= Aim of the exercise =
Print every line below exactly. Skip the pictures.

== Task input

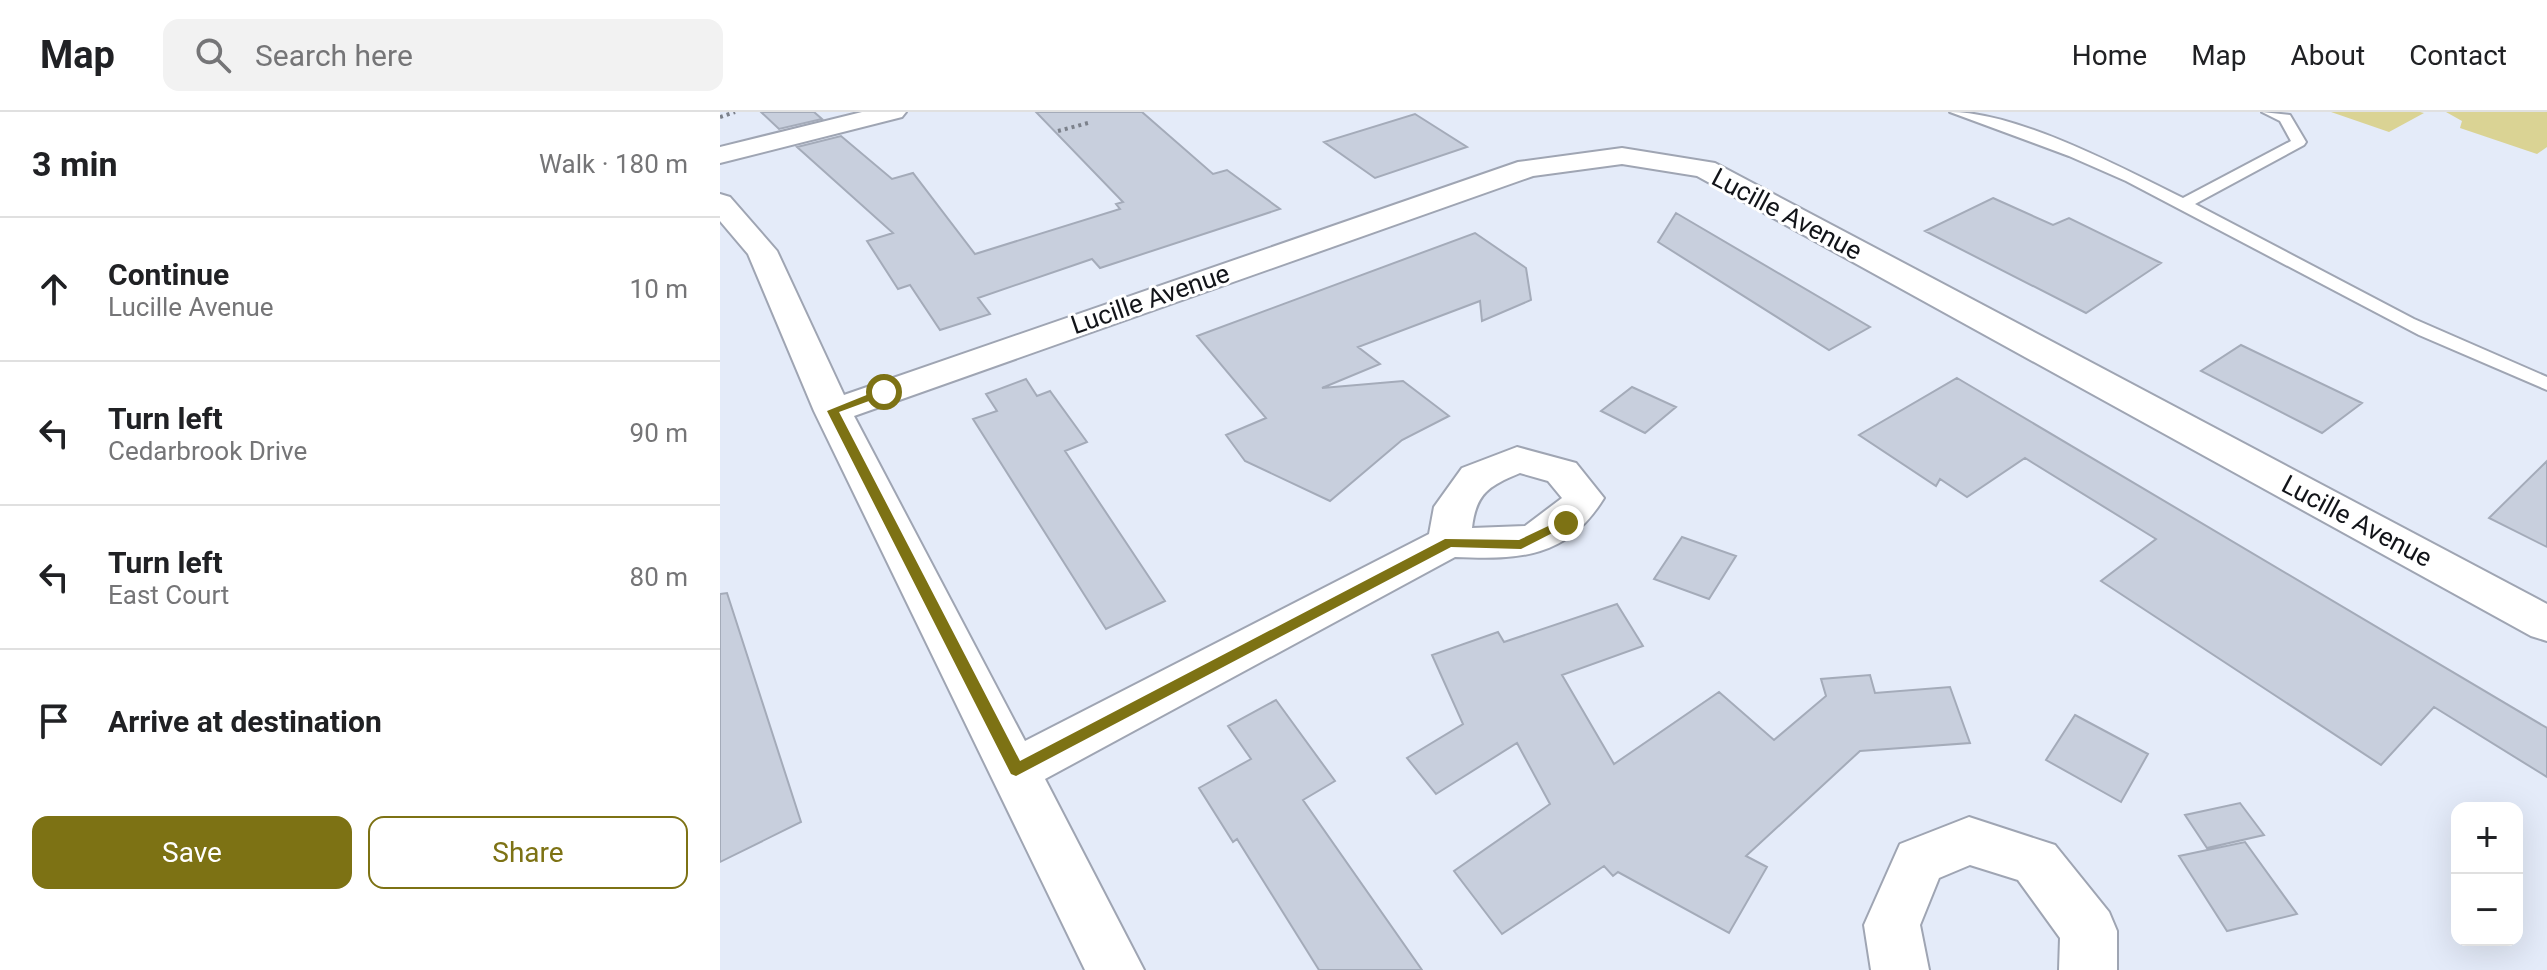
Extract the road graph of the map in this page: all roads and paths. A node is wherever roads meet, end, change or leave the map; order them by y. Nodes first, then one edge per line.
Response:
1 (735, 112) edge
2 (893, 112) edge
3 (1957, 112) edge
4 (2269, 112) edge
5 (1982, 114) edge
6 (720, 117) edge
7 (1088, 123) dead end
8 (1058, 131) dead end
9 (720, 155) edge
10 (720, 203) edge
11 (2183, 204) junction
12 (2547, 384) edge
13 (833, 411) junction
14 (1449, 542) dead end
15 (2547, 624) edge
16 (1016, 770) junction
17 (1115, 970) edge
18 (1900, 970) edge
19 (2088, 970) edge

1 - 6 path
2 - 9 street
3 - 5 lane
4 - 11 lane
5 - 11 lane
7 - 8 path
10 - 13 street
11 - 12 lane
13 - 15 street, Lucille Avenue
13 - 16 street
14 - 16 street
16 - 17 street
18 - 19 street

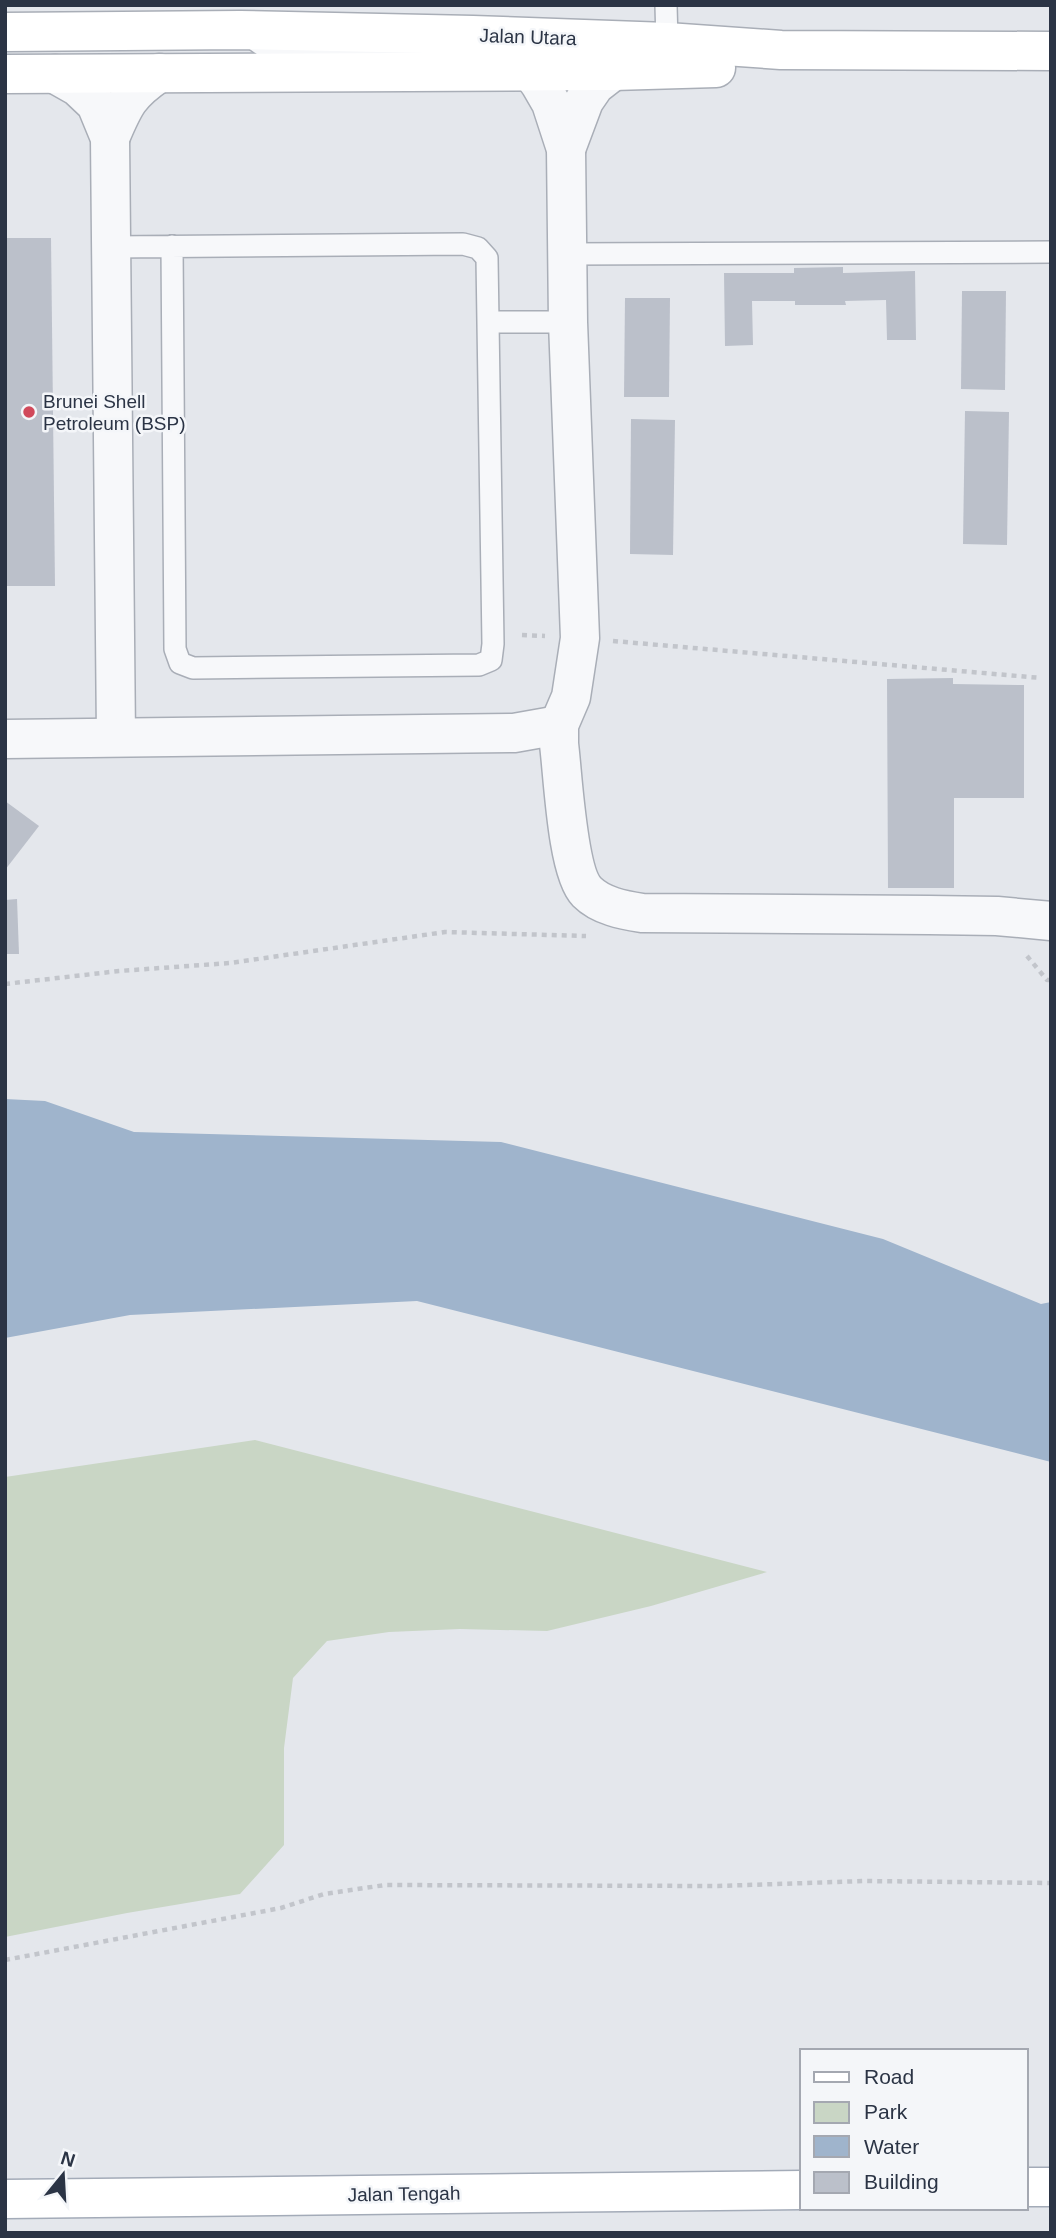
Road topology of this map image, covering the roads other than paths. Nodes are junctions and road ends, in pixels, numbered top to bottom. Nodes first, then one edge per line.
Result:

====

= Result of this task =
Extract the road graph of the map in this page: all roads and paths. A node is wherever roads meet, end, change or leave the map; order them by y. Nodes first, then one edge per line.
Response:
1 (735, 112) edge
2 (893, 112) edge
3 (1957, 112) edge
4 (2269, 112) edge
5 (1982, 114) edge
6 (720, 117) edge
7 (1088, 123) dead end
8 (1058, 131) dead end
9 (720, 155) edge
10 (720, 203) edge
11 (2183, 204) junction
12 (2547, 384) edge
13 (833, 411) junction
14 (1449, 542) dead end
15 (2547, 624) edge
16 (1016, 770) junction
17 (1115, 970) edge
18 (1900, 970) edge
19 (2088, 970) edge

1 - 6 path
2 - 9 street
3 - 5 lane
4 - 11 lane
5 - 11 lane
7 - 8 path
10 - 13 street
11 - 12 lane
13 - 15 street, Lucille Avenue
13 - 16 street
14 - 16 street
16 - 17 street
18 - 19 street

Road topology of this map image, covering the roads other than paths. Nodes are junctions and road ends, in pixels, numbered top to bottom. Nodes first, then one edge per line.
Result:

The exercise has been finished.